PROBLEM: Lines with "GARCÍA": state how many there are in the records below, and nothing else.

====== INFORMATION SHOWN ======

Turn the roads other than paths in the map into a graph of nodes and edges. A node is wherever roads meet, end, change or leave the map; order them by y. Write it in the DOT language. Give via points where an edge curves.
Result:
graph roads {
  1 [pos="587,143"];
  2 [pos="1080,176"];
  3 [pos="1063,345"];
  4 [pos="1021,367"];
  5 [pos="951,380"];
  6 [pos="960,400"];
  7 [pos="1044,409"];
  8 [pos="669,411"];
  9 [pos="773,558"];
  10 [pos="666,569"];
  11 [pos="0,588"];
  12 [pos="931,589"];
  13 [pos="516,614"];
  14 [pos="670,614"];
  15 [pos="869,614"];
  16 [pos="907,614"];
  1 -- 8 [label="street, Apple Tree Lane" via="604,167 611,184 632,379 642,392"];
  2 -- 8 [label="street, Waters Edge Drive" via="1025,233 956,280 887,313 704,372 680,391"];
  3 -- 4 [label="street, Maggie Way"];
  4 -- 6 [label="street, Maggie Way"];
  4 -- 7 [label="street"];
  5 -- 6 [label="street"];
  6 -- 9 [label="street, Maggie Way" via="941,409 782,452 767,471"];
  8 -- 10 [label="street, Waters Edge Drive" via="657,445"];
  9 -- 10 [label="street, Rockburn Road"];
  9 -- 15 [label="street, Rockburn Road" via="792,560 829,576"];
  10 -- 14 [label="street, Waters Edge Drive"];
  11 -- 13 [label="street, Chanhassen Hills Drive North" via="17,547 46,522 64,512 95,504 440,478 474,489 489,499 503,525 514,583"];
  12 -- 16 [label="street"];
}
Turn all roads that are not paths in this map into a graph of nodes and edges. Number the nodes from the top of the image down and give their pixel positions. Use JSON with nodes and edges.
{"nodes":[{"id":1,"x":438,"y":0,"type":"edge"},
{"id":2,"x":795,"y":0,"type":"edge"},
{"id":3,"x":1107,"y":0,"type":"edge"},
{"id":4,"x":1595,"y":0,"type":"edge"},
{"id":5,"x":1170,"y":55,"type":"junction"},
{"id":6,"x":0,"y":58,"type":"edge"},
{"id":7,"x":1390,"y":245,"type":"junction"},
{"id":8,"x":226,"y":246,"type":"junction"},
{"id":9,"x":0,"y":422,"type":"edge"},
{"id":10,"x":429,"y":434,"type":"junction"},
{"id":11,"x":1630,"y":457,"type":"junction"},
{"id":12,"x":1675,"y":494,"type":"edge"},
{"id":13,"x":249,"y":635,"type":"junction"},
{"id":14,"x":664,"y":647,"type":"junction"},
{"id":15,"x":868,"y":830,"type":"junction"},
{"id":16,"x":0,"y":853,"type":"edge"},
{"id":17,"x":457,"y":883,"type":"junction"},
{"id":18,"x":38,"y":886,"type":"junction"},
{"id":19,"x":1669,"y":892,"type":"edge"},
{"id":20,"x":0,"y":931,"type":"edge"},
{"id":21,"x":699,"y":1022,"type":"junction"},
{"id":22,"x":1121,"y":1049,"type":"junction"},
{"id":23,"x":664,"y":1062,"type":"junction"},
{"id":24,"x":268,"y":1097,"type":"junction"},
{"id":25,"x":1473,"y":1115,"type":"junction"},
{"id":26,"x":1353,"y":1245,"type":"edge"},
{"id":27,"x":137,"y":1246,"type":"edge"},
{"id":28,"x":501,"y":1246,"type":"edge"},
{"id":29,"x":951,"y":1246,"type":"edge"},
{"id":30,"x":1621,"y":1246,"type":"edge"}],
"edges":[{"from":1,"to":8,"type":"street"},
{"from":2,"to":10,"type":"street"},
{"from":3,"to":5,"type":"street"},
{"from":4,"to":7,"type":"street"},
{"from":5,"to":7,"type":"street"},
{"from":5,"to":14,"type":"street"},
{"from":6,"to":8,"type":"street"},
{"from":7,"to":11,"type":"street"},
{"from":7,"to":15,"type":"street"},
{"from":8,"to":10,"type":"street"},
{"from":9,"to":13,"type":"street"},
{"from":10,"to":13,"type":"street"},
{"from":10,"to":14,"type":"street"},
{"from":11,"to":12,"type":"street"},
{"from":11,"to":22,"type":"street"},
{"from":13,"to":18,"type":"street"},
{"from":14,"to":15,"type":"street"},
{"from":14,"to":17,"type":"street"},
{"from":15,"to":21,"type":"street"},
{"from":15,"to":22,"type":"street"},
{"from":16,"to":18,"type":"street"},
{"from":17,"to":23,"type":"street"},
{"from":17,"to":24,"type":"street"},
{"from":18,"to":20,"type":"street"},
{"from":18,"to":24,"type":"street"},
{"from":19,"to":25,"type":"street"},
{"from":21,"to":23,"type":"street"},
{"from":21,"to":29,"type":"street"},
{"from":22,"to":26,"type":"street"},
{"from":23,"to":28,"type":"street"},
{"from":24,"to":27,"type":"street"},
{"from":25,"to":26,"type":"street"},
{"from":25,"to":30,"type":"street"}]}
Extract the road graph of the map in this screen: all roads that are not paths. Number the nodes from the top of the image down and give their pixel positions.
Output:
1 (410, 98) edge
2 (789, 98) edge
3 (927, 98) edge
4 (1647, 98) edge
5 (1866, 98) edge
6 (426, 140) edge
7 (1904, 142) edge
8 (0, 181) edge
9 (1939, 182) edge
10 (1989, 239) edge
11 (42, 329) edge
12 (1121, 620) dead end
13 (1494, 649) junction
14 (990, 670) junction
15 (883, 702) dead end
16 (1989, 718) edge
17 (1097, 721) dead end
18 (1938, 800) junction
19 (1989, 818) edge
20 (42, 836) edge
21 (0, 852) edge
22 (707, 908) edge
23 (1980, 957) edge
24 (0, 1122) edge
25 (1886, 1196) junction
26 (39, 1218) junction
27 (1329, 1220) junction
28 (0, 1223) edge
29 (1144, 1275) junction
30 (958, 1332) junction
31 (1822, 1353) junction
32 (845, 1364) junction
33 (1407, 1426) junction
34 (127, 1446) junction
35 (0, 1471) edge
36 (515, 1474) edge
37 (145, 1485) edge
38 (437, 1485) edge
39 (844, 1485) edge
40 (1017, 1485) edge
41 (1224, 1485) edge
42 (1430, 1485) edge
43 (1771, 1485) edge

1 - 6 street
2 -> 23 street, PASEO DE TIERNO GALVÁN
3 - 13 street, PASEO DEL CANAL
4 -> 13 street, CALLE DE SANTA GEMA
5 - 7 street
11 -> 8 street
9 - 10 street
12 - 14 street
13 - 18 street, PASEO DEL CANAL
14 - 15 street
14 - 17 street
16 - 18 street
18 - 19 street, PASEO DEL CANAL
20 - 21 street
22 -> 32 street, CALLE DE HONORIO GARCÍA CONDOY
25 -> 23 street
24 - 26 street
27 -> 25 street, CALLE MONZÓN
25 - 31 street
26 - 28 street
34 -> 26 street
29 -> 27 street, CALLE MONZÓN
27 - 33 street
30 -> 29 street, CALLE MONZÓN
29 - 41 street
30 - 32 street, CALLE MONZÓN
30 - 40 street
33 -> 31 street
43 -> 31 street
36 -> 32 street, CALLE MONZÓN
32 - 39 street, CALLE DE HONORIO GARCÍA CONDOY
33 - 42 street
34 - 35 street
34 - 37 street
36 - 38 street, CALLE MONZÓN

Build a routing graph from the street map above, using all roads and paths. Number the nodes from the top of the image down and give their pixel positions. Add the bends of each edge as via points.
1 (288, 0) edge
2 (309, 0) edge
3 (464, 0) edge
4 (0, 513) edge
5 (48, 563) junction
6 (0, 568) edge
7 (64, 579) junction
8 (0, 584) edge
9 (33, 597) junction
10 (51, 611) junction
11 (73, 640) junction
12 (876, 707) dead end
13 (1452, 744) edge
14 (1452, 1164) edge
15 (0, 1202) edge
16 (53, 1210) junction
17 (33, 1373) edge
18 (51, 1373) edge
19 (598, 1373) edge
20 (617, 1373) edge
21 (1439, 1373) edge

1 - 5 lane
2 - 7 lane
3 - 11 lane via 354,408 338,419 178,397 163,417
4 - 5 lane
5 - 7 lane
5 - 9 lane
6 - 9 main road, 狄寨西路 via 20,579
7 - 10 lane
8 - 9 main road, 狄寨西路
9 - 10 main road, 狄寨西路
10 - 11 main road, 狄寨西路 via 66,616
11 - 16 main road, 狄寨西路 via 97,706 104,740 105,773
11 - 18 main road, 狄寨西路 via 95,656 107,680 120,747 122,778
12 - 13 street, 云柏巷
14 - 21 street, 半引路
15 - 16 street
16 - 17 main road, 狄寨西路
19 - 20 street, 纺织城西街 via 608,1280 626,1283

======

REPLY: 2